*Work required*
Please copy out the records that follow exactly as they stand.

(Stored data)

________________________________________

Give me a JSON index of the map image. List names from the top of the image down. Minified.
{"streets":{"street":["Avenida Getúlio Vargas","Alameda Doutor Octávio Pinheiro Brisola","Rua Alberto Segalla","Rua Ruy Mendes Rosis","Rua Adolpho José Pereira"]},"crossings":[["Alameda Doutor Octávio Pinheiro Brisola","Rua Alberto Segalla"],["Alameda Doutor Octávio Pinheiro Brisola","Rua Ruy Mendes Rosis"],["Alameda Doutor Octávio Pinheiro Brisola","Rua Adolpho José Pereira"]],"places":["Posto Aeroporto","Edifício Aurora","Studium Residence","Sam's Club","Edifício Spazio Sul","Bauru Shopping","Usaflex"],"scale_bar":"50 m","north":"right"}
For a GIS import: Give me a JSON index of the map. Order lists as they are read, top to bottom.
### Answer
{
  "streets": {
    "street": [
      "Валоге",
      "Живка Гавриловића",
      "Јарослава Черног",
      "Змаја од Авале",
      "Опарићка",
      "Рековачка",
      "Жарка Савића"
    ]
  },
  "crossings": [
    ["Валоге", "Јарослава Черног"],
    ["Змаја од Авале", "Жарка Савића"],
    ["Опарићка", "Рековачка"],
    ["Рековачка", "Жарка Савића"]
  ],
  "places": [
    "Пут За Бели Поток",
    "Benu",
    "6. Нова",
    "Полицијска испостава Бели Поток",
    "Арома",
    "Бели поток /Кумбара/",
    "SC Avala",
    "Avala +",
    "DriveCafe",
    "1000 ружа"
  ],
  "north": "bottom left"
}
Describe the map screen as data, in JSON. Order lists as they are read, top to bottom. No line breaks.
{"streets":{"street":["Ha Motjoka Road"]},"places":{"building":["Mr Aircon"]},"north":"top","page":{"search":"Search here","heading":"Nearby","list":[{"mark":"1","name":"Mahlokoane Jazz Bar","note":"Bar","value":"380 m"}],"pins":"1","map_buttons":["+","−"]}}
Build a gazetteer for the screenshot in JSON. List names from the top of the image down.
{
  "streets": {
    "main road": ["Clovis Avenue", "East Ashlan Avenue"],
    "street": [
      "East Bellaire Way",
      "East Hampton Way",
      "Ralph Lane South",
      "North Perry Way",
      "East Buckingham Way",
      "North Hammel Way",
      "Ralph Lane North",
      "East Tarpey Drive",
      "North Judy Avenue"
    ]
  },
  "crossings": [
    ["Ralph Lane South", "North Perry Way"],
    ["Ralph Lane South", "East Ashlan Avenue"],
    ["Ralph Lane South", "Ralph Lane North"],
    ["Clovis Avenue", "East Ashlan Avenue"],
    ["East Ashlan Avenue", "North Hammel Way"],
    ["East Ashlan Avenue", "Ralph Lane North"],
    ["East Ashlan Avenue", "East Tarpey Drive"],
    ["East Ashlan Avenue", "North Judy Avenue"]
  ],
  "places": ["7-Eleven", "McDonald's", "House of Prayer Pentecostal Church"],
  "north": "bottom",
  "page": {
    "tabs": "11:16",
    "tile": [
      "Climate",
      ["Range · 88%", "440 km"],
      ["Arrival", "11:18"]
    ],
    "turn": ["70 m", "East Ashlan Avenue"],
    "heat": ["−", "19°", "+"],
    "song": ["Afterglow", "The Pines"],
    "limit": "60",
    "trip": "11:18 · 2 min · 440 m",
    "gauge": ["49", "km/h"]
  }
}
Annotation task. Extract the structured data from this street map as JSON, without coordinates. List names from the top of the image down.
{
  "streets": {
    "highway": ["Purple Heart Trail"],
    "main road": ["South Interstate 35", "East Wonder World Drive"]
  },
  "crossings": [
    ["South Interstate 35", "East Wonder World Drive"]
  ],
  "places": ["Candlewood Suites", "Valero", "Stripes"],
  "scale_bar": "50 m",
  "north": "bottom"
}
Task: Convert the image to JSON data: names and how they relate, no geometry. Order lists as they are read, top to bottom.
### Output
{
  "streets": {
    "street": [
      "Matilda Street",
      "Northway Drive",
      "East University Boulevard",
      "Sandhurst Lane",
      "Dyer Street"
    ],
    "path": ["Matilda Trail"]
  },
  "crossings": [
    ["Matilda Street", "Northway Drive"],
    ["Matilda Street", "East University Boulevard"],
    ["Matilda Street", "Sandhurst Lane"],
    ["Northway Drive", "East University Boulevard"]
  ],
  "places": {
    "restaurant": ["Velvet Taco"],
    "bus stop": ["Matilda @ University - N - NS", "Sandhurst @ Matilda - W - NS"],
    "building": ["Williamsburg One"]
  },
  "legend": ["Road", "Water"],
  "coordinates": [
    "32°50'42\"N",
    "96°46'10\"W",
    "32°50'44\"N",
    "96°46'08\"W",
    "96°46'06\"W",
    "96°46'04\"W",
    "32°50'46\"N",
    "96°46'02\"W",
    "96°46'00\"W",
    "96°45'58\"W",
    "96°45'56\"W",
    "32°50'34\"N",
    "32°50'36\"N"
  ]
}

________________________________________

*Answer to this task*
Give me a JSON index of the map image. List names from the top of the image down. Minified.
{"streets":{"street":["Avenida Getúlio Vargas","Alameda Doutor Octávio Pinheiro Brisola","Rua Alberto Segalla","Rua Ruy Mendes Rosis","Rua Adolpho José Pereira"]},"crossings":[["Alameda Doutor Octávio Pinheiro Brisola","Rua Alberto Segalla"],["Alameda Doutor Octávio Pinheiro Brisola","Rua Ruy Mendes Rosis"],["Alameda Doutor Octávio Pinheiro Brisola","Rua Adolpho José Pereira"]],"places":["Posto Aeroporto","Edifício Aurora","Studium Residence","Sam's Club","Edifício Spazio Sul","Bauru Shopping","Usaflex"],"scale_bar":"50 m","north":"right"}
For a GIS import: Give me a JSON index of the map. Order lists as they are read, top to bottom.
### Answer
{
  "streets": {
    "street": [
      "Валоге",
      "Живка Гавриловића",
      "Јарослава Черног",
      "Змаја од Авале",
      "Опарићка",
      "Рековачка",
      "Жарка Савића"
    ]
  },
  "crossings": [
    ["Валоге", "Јарослава Черног"],
    ["Змаја од Авале", "Жарка Савића"],
    ["Опарићка", "Рековачка"],
    ["Рековачка", "Жарка Савића"]
  ],
  "places": [
    "Пут За Бели Поток",
    "Benu",
    "6. Нова",
    "Полицијска испостава Бели Поток",
    "Арома",
    "Бели поток /Кумбара/",
    "SC Avala",
    "Avala +",
    "DriveCafe",
    "1000 ружа"
  ],
  "north": "bottom left"
}
Describe the map screen as data, in JSON. Order lists as they are read, top to bottom. No line breaks.
{"streets":{"street":["Ha Motjoka Road"]},"places":{"building":["Mr Aircon"]},"north":"top","page":{"search":"Search here","heading":"Nearby","list":[{"mark":"1","name":"Mahlokoane Jazz Bar","note":"Bar","value":"380 m"}],"pins":"1","map_buttons":["+","−"]}}
Build a gazetteer for the screenshot in JSON. List names from the top of the image down.
{
  "streets": {
    "main road": ["Clovis Avenue", "East Ashlan Avenue"],
    "street": [
      "East Bellaire Way",
      "East Hampton Way",
      "Ralph Lane South",
      "North Perry Way",
      "East Buckingham Way",
      "North Hammel Way",
      "Ralph Lane North",
      "East Tarpey Drive",
      "North Judy Avenue"
    ]
  },
  "crossings": [
    ["Ralph Lane South", "North Perry Way"],
    ["Ralph Lane South", "East Ashlan Avenue"],
    ["Ralph Lane South", "Ralph Lane North"],
    ["Clovis Avenue", "East Ashlan Avenue"],
    ["East Ashlan Avenue", "North Hammel Way"],
    ["East Ashlan Avenue", "Ralph Lane North"],
    ["East Ashlan Avenue", "East Tarpey Drive"],
    ["East Ashlan Avenue", "North Judy Avenue"]
  ],
  "places": ["7-Eleven", "McDonald's", "House of Prayer Pentecostal Church"],
  "north": "bottom",
  "page": {
    "tabs": "11:16",
    "tile": [
      "Climate",
      ["Range · 88%", "440 km"],
      ["Arrival", "11:18"]
    ],
    "turn": ["70 m", "East Ashlan Avenue"],
    "heat": ["−", "19°", "+"],
    "song": ["Afterglow", "The Pines"],
    "limit": "60",
    "trip": "11:18 · 2 min · 440 m",
    "gauge": ["49", "km/h"]
  }
}
Annotation task. Extract the structured data from this street map as JSON, without coordinates. List names from the top of the image down.
{
  "streets": {
    "highway": ["Purple Heart Trail"],
    "main road": ["South Interstate 35", "East Wonder World Drive"]
  },
  "crossings": [
    ["South Interstate 35", "East Wonder World Drive"]
  ],
  "places": ["Candlewood Suites", "Valero", "Stripes"],
  "scale_bar": "50 m",
  "north": "bottom"
}
Task: Convert the image to JSON data: names and how they relate, no geometry. Order lists as they are read, top to bottom.
### Output
{
  "streets": {
    "street": [
      "Matilda Street",
      "Northway Drive",
      "East University Boulevard",
      "Sandhurst Lane",
      "Dyer Street"
    ],
    "path": ["Matilda Trail"]
  },
  "crossings": [
    ["Matilda Street", "Northway Drive"],
    ["Matilda Street", "East University Boulevard"],
    ["Matilda Street", "Sandhurst Lane"],
    ["Northway Drive", "East University Boulevard"]
  ],
  "places": {
    "restaurant": ["Velvet Taco"],
    "bus stop": ["Matilda @ University - N - NS", "Sandhurst @ Matilda - W - NS"],
    "building": ["Williamsburg One"]
  },
  "legend": ["Road", "Water"],
  "coordinates": [
    "32°50'42\"N",
    "96°46'10\"W",
    "32°50'44\"N",
    "96°46'08\"W",
    "96°46'06\"W",
    "96°46'04\"W",
    "32°50'46\"N",
    "96°46'02\"W",
    "96°46'00\"W",
    "96°45'58\"W",
    "96°45'56\"W",
    "32°50'34\"N",
    "32°50'36\"N"
  ]
}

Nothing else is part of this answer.